The general rules are the following:
• inheritance procedure is governed by the law of the country where the person is permanently residing at the moment of his/her death and/or at the moment of drawing up the will;
• when drawing up a will, the testator may choose the law of his/her citizenship state;
• procedure for inheriting real estate is always governed by the law of the state where it is located. It shall apply even in cases where the testator in the will has chosen the law of another state.
Such rules are of key importance during execution of a will, because such nuances as the mandatory share in the inheritance, its size and scope of persons to whom it is guaranteed may differ depending on inheritance legislation of the states.
The above example shows that a citizen of Ukraine can choose the law that will govern the issue of drawing up a will and its execution in respect of movable property: either the law of Ukraine as the state of citizenship, or the law of Austria where (s)he permanently resides. Imagine that (s)he chose the law of Austria.
Why is this important? In such case, the drawn up will is subject to execution in Austria at the place of residence. The hereditary mass consists of all assets, except real estate in Ukraine. The procedure for inheriting real estate shall be carried out at the place of its location and registration. In our case, the Client’s Ukrainian real estate is inherited only here, while the procedure shall be carried out according to the rules of the Ukrainian inheritance legislation.

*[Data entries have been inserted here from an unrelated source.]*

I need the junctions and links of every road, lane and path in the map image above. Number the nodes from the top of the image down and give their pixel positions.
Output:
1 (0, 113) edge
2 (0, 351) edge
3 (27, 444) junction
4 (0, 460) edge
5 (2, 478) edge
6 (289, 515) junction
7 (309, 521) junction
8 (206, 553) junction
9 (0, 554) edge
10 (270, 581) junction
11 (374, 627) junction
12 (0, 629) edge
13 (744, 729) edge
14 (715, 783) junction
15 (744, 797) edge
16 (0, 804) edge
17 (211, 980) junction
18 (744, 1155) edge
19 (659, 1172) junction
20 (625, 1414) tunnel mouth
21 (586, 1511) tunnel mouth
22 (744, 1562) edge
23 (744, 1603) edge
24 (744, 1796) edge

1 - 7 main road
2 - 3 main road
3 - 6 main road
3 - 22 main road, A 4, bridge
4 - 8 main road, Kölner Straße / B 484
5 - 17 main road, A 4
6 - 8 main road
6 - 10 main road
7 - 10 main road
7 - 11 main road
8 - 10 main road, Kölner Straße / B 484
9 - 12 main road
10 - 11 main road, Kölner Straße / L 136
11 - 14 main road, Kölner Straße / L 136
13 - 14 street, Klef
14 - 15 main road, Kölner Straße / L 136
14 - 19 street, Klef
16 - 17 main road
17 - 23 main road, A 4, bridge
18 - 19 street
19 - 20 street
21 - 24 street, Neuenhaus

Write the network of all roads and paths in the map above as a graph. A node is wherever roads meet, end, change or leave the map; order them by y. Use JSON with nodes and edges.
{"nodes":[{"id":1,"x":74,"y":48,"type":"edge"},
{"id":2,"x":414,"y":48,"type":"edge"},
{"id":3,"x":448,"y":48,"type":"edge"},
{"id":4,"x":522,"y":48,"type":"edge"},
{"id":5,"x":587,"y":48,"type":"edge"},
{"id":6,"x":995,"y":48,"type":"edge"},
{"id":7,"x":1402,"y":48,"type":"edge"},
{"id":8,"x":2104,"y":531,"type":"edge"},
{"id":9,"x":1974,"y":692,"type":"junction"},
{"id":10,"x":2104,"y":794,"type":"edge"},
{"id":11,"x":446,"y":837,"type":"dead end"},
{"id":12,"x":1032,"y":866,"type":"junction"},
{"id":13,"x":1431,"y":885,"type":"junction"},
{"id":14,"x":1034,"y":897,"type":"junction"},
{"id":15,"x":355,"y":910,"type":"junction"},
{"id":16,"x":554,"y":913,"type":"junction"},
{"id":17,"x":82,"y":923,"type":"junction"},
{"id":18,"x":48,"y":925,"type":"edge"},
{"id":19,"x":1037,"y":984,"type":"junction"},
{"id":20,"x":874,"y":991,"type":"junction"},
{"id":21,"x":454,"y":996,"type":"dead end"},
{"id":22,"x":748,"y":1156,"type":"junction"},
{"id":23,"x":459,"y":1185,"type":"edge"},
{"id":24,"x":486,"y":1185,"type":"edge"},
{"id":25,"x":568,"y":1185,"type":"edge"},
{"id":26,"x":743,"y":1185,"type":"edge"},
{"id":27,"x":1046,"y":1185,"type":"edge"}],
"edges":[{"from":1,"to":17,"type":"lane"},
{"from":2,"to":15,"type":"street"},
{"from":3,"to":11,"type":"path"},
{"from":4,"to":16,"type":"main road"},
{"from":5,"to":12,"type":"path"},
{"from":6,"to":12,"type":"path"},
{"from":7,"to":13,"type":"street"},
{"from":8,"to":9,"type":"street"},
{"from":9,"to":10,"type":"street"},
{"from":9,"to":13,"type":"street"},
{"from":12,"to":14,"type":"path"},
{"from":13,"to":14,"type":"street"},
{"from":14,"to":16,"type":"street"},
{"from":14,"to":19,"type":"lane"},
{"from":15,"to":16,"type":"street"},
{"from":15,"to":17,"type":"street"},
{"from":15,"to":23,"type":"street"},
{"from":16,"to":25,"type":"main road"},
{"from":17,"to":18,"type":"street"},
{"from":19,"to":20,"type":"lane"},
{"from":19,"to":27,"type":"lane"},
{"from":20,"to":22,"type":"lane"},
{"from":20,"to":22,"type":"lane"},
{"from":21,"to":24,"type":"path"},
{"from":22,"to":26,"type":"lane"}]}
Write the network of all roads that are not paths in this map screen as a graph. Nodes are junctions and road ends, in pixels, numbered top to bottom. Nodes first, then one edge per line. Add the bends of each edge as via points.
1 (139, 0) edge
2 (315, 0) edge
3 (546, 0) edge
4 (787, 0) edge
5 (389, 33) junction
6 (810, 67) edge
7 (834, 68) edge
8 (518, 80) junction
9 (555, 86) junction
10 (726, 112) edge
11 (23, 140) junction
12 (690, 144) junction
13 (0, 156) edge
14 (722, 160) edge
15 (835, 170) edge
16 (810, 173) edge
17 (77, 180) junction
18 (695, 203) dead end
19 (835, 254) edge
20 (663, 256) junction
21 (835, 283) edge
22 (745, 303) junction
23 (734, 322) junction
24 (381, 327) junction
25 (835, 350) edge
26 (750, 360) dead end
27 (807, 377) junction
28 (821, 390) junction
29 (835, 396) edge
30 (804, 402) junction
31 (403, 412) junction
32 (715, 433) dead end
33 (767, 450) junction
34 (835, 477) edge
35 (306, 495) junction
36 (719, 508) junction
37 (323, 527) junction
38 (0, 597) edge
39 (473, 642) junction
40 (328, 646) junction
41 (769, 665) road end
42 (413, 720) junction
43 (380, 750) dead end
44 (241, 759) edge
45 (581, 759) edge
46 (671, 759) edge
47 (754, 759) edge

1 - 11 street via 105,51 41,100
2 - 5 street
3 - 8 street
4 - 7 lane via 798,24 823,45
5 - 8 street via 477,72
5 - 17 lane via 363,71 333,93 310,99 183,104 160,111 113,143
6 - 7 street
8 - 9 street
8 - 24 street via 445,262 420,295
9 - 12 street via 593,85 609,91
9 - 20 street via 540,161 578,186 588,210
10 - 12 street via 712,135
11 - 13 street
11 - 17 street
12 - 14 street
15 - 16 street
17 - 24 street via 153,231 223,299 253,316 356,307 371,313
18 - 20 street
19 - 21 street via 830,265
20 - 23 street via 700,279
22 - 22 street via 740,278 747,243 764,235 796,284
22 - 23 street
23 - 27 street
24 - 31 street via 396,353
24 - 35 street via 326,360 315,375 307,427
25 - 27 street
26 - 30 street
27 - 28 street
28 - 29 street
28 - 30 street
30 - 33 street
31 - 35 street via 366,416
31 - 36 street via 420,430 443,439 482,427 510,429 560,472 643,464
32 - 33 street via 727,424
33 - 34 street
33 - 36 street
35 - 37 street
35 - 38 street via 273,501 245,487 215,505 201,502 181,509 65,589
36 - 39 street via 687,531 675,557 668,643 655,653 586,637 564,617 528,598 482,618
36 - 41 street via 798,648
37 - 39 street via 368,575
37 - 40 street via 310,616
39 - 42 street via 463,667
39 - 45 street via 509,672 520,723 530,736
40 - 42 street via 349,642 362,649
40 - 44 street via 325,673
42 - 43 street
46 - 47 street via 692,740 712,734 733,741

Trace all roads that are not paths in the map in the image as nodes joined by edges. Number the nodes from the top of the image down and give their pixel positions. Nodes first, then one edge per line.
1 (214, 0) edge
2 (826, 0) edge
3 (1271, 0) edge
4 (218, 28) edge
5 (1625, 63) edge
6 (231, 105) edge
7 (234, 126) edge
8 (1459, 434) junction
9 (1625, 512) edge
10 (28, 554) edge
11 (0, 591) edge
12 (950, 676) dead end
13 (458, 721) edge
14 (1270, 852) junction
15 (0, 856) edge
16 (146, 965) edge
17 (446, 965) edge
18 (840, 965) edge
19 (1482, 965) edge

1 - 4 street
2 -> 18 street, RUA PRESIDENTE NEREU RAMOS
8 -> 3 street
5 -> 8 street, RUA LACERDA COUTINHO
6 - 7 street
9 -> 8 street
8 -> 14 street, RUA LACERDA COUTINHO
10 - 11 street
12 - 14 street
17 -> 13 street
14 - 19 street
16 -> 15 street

One more example: a citizen of one of the EU member states is permanently residing in another European state. His connection with Ukraine is covered by local real estate and shares in the capital of several Ukrainian companies. The Client’s foreign assets included shares in companies registered both within and outside the EU, as well as personal bank accounts.
In such situation, the Client draws up a will in the EU, where its execution takes place in respect of almost the entire inheritance. However, in Ukraine the will is executed only in respect of real estate. In such case, the Ukrainian notary shall initiate a separate inheritance case facilitating execution of the will and distribution of real estate between the heirs in accordance with Ukrainian legislation.
Although shares in Ukrainian companies are not inherited in the framework of such case, a foreign certificate of inheritance shall serve as unconditional basis for registering a change in the membership of Ukrainian companies.
Inheritance in several jurisdictions requires a strategic approach and careful planning. Each country has its own rules, conflict of laws and tax specifications, so a mistake in choosing a jurisdiction may cause loss of time, money and complications for the heirs.
Our role as legal advisors is to conduct a comprehensive and in-depth analysis of the testator’s assets, identifying potential jurisdictions where inheritance procedure can take place. Assessment of the rules of local inheritance law also plays a crucial role, starting from the size of mandatory share in the inheritance among scope of persons to whom it is guaranteed, up to the principal stages of the will execution procedure and their duration.
If experienced lawyers are involved in inheritance planning, they will guarantee that the testator’s will is executed exactly as (s)he wished, without conflicts, tax risks and delays. This approach allows preservation of assets, defense of heirs and securing expected execution of the will in each jurisdiction.